◆ **Work item**: Word for word, restate the entries below, but exclude the images.

◆ **Dataset entries**:
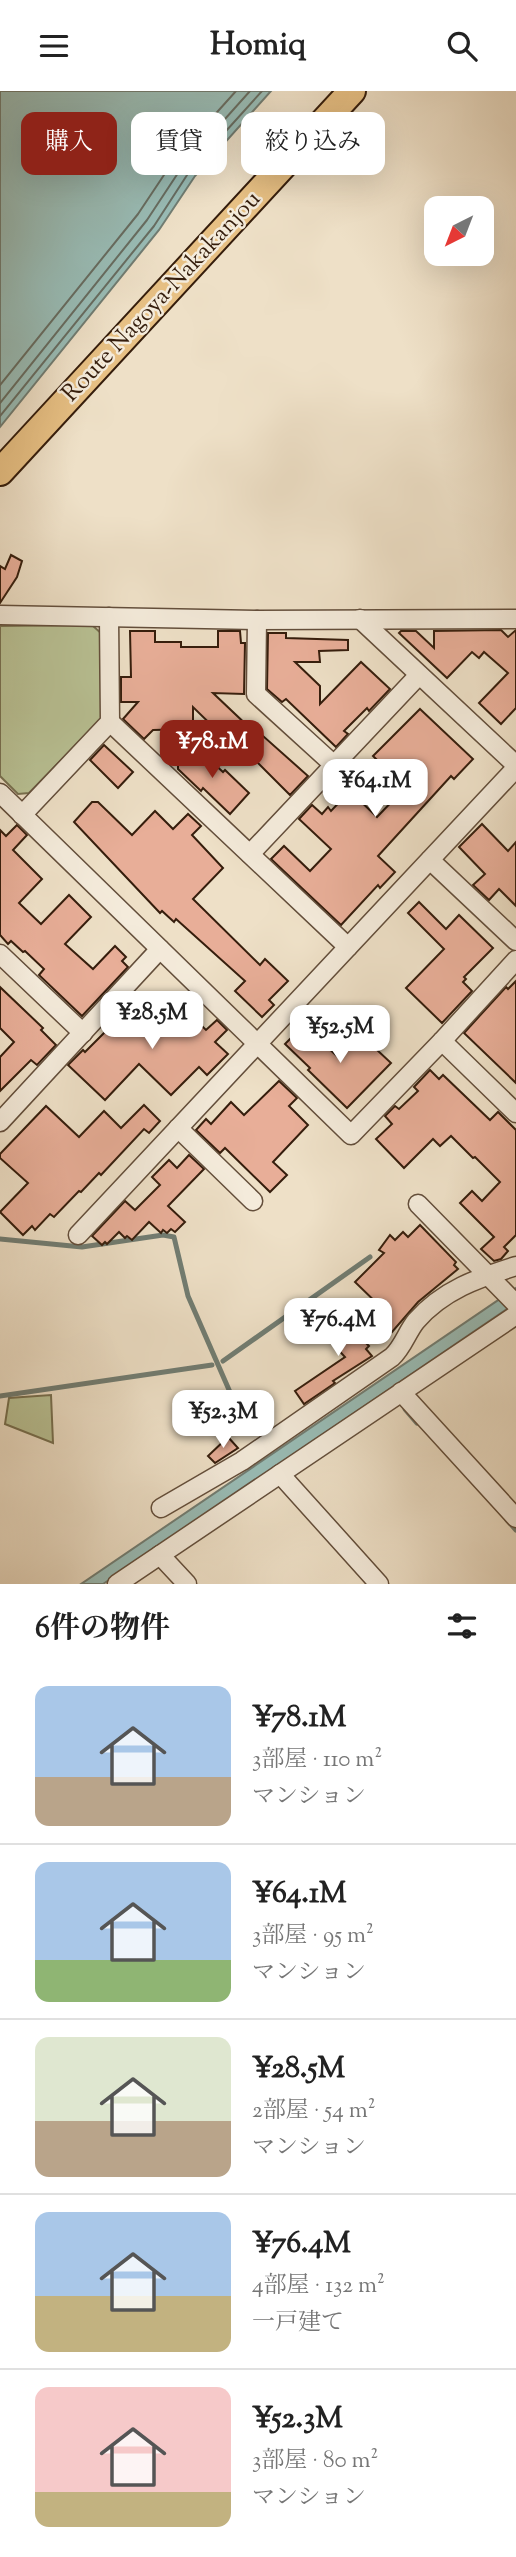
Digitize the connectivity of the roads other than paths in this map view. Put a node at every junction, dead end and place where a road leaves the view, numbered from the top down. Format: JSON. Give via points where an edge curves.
{"nodes":[{"id":1,"x":352,"y":91,"type":"edge"},
{"id":2,"x":0,"y":472,"type":"edge"},
{"id":3,"x":0,"y":615,"type":"edge"},
{"id":4,"x":109,"y":617,"type":"junction"},
{"id":5,"x":360,"y":619,"type":"junction"},
{"id":6,"x":516,"y":619,"type":"edge"},
{"id":7,"x":257,"y":620,"type":"junction"},
{"id":8,"x":419,"y":675,"type":"junction"},
{"id":9,"x":110,"y":722,"type":"junction"},
{"id":10,"x":334,"y":765,"type":"junction"},
{"id":11,"x":516,"y":767,"type":"edge"},
{"id":12,"x":0,"y":793,"type":"edge"},
{"id":13,"x":22,"y":814,"type":"junction"},
{"id":14,"x":250,"y":854,"type":"junction"},
{"id":15,"x":430,"y":860,"type":"junction"},
{"id":16,"x":516,"y":941,"type":"edge"},
{"id":17,"x":348,"y":947,"type":"junction"},
{"id":18,"x":160,"y":949,"type":"junction"},
{"id":19,"x":0,"y":954,"type":"edge"},
{"id":20,"x":516,"y":960,"type":"edge"},
{"id":21,"x":83,"y":1033,"type":"junction"},
{"id":22,"x":442,"y":1041,"type":"junction"},
{"id":23,"x":257,"y":1044,"type":"junction"},
{"id":24,"x":516,"y":1113,"type":"edge"},
{"id":25,"x":2,"y":1117,"type":"edge"},
{"id":26,"x":178,"y":1128,"type":"junction"},
{"id":27,"x":253,"y":1201,"type":"dead end"},
{"id":28,"x":418,"y":1204,"type":"dead end"},
{"id":29,"x":78,"y":1235,"type":"dead end"},
{"id":30,"x":516,"y":1266,"type":"edge"},
{"id":31,"x":488,"y":1275,"type":"junction"},
{"id":32,"x":516,"y":1304,"type":"edge"},
{"id":33,"x":516,"y":1315,"type":"edge"},
{"id":34,"x":401,"y":1392,"type":"junction"},
{"id":35,"x":280,"y":1474,"type":"junction"},
{"id":36,"x":161,"y":1508,"type":"dead end"},
{"id":37,"x":516,"y":1518,"type":"edge"},
{"id":38,"x":160,"y":1555,"type":"junction"},
{"id":39,"x":117,"y":1584,"type":"edge"},
{"id":40,"x":187,"y":1584,"type":"edge"},
{"id":41,"x":379,"y":1584,"type":"edge"}],
"edges":[{"from":1,"to":2,"type":"main road","name":"Route Nagoya-Nakakanjou"},
{"from":3,"to":4,"type":"street"},
{"from":4,"to":7,"type":"street"},
{"from":4,"to":9,"type":"street"},
{"from":5,"to":6,"type":"street"},
{"from":5,"to":7,"type":"street"},
{"from":5,"to":8,"type":"street"},
{"from":7,"to":10,"type":"street","via":[[256,694]]},
{"from":8,"to":10,"type":"street"},
{"from":8,"to":11,"type":"street"},
{"from":9,"to":13,"type":"street"},
{"from":9,"to":14,"type":"street"},
{"from":10,"to":14,"type":"street"},
{"from":11,"to":15,"type":"street"},
{"from":12,"to":13,"type":"street"},
{"from":13,"to":18,"type":"street"},
{"from":14,"to":17,"type":"street"},
{"from":15,"to":16,"type":"street"},
{"from":15,"to":17,"type":"street"},
{"from":17,"to":23,"type":"street"},
{"from":18,"to":21,"type":"street"},
{"from":18,"to":23,"type":"street"},
{"from":19,"to":21,"type":"street"},
{"from":20,"to":22,"type":"street"},
{"from":21,"to":25,"type":"street"},
{"from":22,"to":23,"type":"street","via":[[351,1135]]},
{"from":22,"to":24,"type":"street"},
{"from":23,"to":26,"type":"street"},
{"from":26,"to":27,"type":"street"},
{"from":26,"to":29,"type":"street"},
{"from":28,"to":31,"type":"street"},
{"from":30,"to":31,"type":"street"},
{"from":31,"to":32,"type":"street"},
{"from":31,"to":36,"type":"street","via":[[439,1299],[415,1322],[392,1357],[242,1461]]},
{"from":33,"to":34,"type":"street"},
{"from":34,"to":35,"type":"street"},
{"from":34,"to":37,"type":"street"},
{"from":35,"to":38,"type":"street"},
{"from":35,"to":41,"type":"street"},
{"from":38,"to":39,"type":"street"},
{"from":38,"to":40,"type":"street"}]}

◆ **Exercise result**:
Digitize the connectivity of the roads other than paths in this map view. Put a node at every junction, dead end and place where a road leaves the view, numbered from the top down. Format: JSON. Give via points where an edge curves.
{"nodes":[{"id":1,"x":352,"y":91,"type":"edge"},
{"id":2,"x":0,"y":472,"type":"edge"},
{"id":3,"x":0,"y":615,"type":"edge"},
{"id":4,"x":109,"y":617,"type":"junction"},
{"id":5,"x":360,"y":619,"type":"junction"},
{"id":6,"x":516,"y":619,"type":"edge"},
{"id":7,"x":257,"y":620,"type":"junction"},
{"id":8,"x":419,"y":675,"type":"junction"},
{"id":9,"x":110,"y":722,"type":"junction"},
{"id":10,"x":334,"y":765,"type":"junction"},
{"id":11,"x":516,"y":767,"type":"edge"},
{"id":12,"x":0,"y":793,"type":"edge"},
{"id":13,"x":22,"y":814,"type":"junction"},
{"id":14,"x":250,"y":854,"type":"junction"},
{"id":15,"x":430,"y":860,"type":"junction"},
{"id":16,"x":516,"y":941,"type":"edge"},
{"id":17,"x":348,"y":947,"type":"junction"},
{"id":18,"x":160,"y":949,"type":"junction"},
{"id":19,"x":0,"y":954,"type":"edge"},
{"id":20,"x":516,"y":960,"type":"edge"},
{"id":21,"x":83,"y":1033,"type":"junction"},
{"id":22,"x":442,"y":1041,"type":"junction"},
{"id":23,"x":257,"y":1044,"type":"junction"},
{"id":24,"x":516,"y":1113,"type":"edge"},
{"id":25,"x":2,"y":1117,"type":"edge"},
{"id":26,"x":178,"y":1128,"type":"junction"},
{"id":27,"x":253,"y":1201,"type":"dead end"},
{"id":28,"x":418,"y":1204,"type":"dead end"},
{"id":29,"x":78,"y":1235,"type":"dead end"},
{"id":30,"x":516,"y":1266,"type":"edge"},
{"id":31,"x":488,"y":1275,"type":"junction"},
{"id":32,"x":516,"y":1304,"type":"edge"},
{"id":33,"x":516,"y":1315,"type":"edge"},
{"id":34,"x":401,"y":1392,"type":"junction"},
{"id":35,"x":280,"y":1474,"type":"junction"},
{"id":36,"x":161,"y":1508,"type":"dead end"},
{"id":37,"x":516,"y":1518,"type":"edge"},
{"id":38,"x":160,"y":1555,"type":"junction"},
{"id":39,"x":117,"y":1584,"type":"edge"},
{"id":40,"x":187,"y":1584,"type":"edge"},
{"id":41,"x":379,"y":1584,"type":"edge"}],
"edges":[{"from":1,"to":2,"type":"main road","name":"Route Nagoya-Nakakanjou"},
{"from":3,"to":4,"type":"street"},
{"from":4,"to":7,"type":"street"},
{"from":4,"to":9,"type":"street"},
{"from":5,"to":6,"type":"street"},
{"from":5,"to":7,"type":"street"},
{"from":5,"to":8,"type":"street"},
{"from":7,"to":10,"type":"street","via":[[256,694]]},
{"from":8,"to":10,"type":"street"},
{"from":8,"to":11,"type":"street"},
{"from":9,"to":13,"type":"street"},
{"from":9,"to":14,"type":"street"},
{"from":10,"to":14,"type":"street"},
{"from":11,"to":15,"type":"street"},
{"from":12,"to":13,"type":"street"},
{"from":13,"to":18,"type":"street"},
{"from":14,"to":17,"type":"street"},
{"from":15,"to":16,"type":"street"},
{"from":15,"to":17,"type":"street"},
{"from":17,"to":23,"type":"street"},
{"from":18,"to":21,"type":"street"},
{"from":18,"to":23,"type":"street"},
{"from":19,"to":21,"type":"street"},
{"from":20,"to":22,"type":"street"},
{"from":21,"to":25,"type":"street"},
{"from":22,"to":23,"type":"street","via":[[351,1135]]},
{"from":22,"to":24,"type":"street"},
{"from":23,"to":26,"type":"street"},
{"from":26,"to":27,"type":"street"},
{"from":26,"to":29,"type":"street"},
{"from":28,"to":31,"type":"street"},
{"from":30,"to":31,"type":"street"},
{"from":31,"to":32,"type":"street"},
{"from":31,"to":36,"type":"street","via":[[439,1299],[415,1322],[392,1357],[242,1461]]},
{"from":33,"to":34,"type":"street"},
{"from":34,"to":35,"type":"street"},
{"from":34,"to":37,"type":"street"},
{"from":35,"to":38,"type":"street"},
{"from":35,"to":41,"type":"street"},
{"from":38,"to":39,"type":"street"},
{"from":38,"to":40,"type":"street"}]}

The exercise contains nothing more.